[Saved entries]
========================================================================

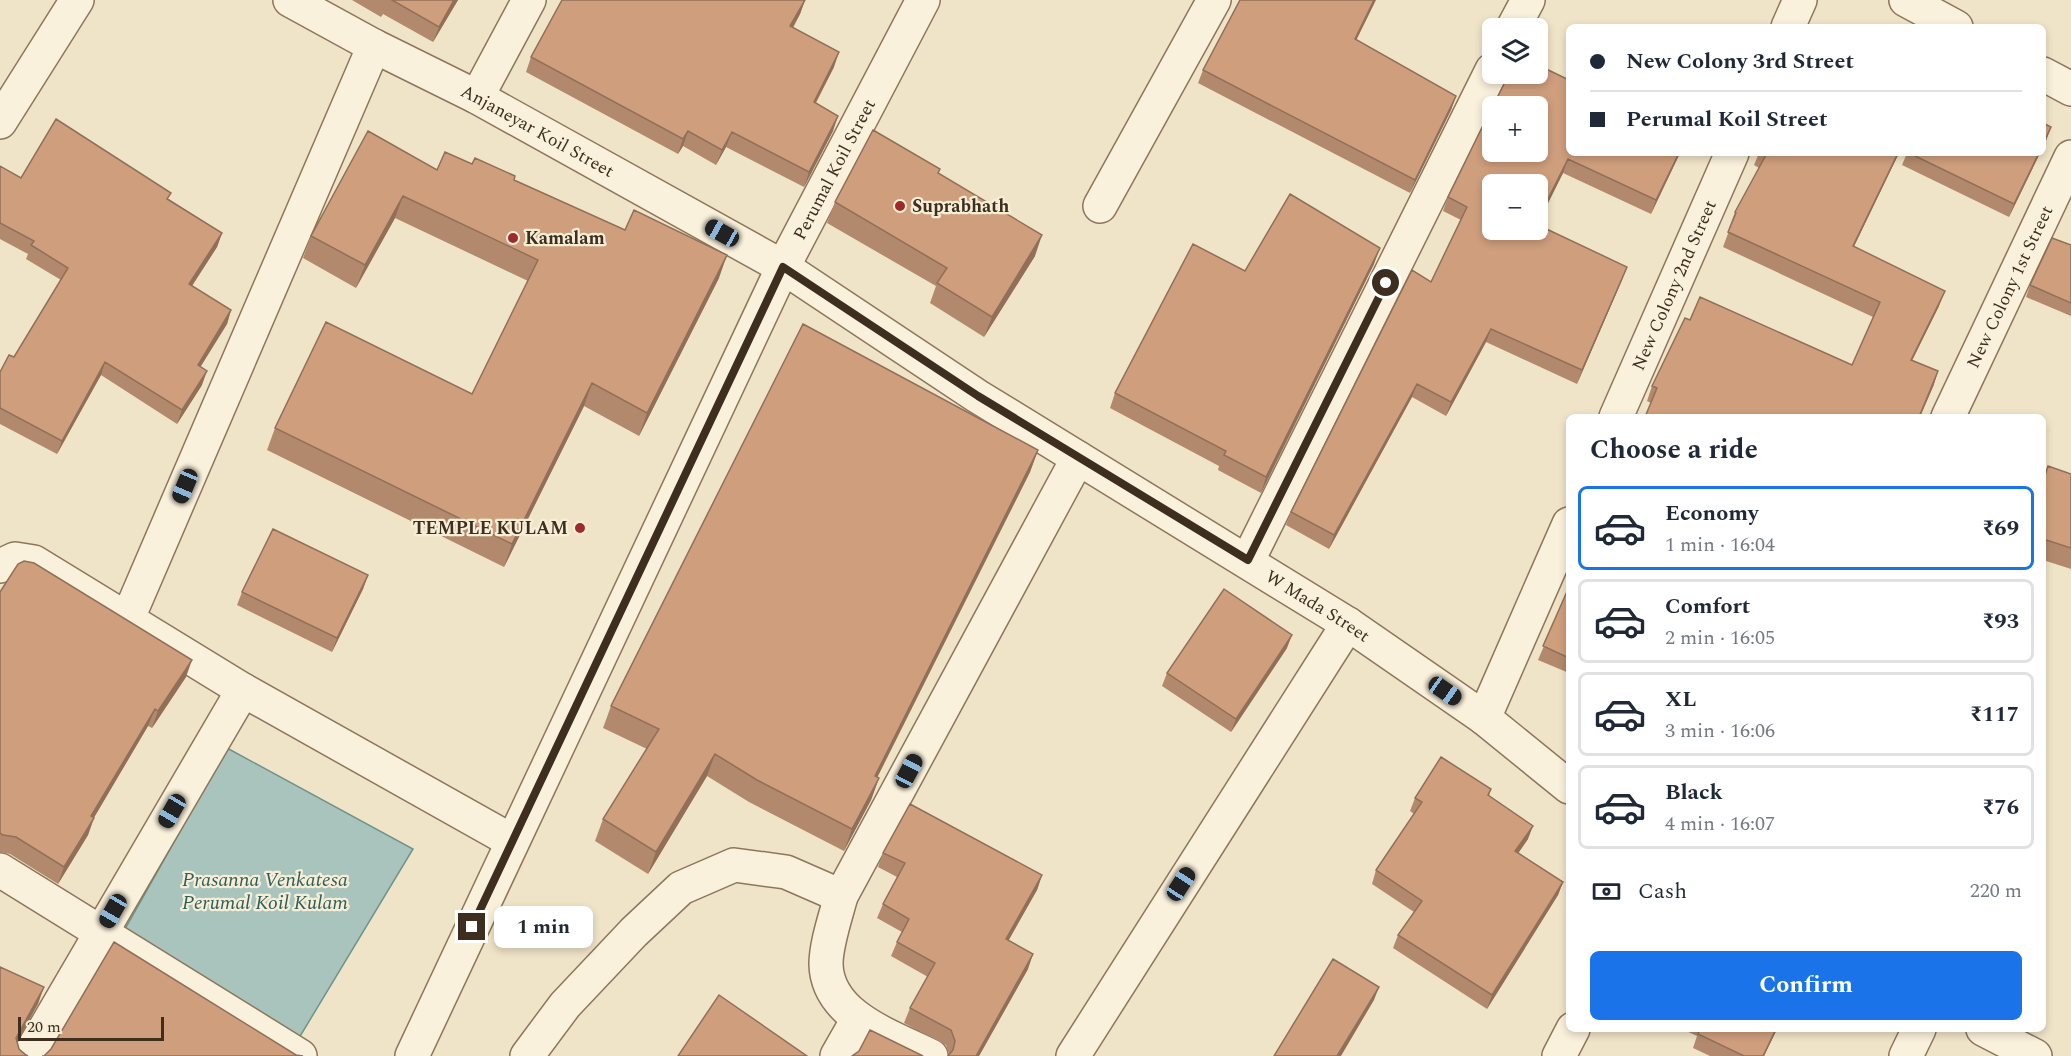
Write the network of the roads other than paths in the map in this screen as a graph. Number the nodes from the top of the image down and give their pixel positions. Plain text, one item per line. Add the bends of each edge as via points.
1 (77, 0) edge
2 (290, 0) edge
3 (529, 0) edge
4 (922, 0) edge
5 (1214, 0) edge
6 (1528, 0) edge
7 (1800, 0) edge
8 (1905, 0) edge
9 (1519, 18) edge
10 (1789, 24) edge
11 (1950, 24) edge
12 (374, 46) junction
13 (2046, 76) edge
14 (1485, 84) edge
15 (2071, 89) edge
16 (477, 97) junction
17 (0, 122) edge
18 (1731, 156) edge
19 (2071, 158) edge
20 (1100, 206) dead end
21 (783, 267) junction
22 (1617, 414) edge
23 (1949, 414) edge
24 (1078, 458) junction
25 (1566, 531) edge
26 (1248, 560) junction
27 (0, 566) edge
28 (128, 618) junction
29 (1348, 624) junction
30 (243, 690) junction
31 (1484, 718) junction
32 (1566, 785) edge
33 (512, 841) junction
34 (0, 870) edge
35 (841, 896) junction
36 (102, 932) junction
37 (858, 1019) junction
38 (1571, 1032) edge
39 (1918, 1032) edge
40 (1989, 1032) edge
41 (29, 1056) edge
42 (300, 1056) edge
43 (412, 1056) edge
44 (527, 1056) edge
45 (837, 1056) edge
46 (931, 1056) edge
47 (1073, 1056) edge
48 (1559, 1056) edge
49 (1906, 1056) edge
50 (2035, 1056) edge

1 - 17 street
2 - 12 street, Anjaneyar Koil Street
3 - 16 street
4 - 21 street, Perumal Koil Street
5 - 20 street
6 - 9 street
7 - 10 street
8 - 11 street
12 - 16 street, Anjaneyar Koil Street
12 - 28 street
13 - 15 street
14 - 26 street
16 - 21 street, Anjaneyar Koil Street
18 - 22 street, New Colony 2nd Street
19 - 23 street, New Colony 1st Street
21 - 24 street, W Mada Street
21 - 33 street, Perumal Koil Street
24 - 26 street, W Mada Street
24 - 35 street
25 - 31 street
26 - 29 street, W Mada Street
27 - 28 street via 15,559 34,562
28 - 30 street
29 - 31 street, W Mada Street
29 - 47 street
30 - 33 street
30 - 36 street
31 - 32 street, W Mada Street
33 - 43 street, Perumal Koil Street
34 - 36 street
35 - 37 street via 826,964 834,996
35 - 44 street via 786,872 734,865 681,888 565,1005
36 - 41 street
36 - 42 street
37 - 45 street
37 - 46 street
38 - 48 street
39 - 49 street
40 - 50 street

========================================================================

** WORK ITEM **
Copy every line of the data above in which the string "Colony" appears.

** PROBLEM SOLUTION **
18 - 22 street, New Colony 2nd Street
19 - 23 street, New Colony 1st Street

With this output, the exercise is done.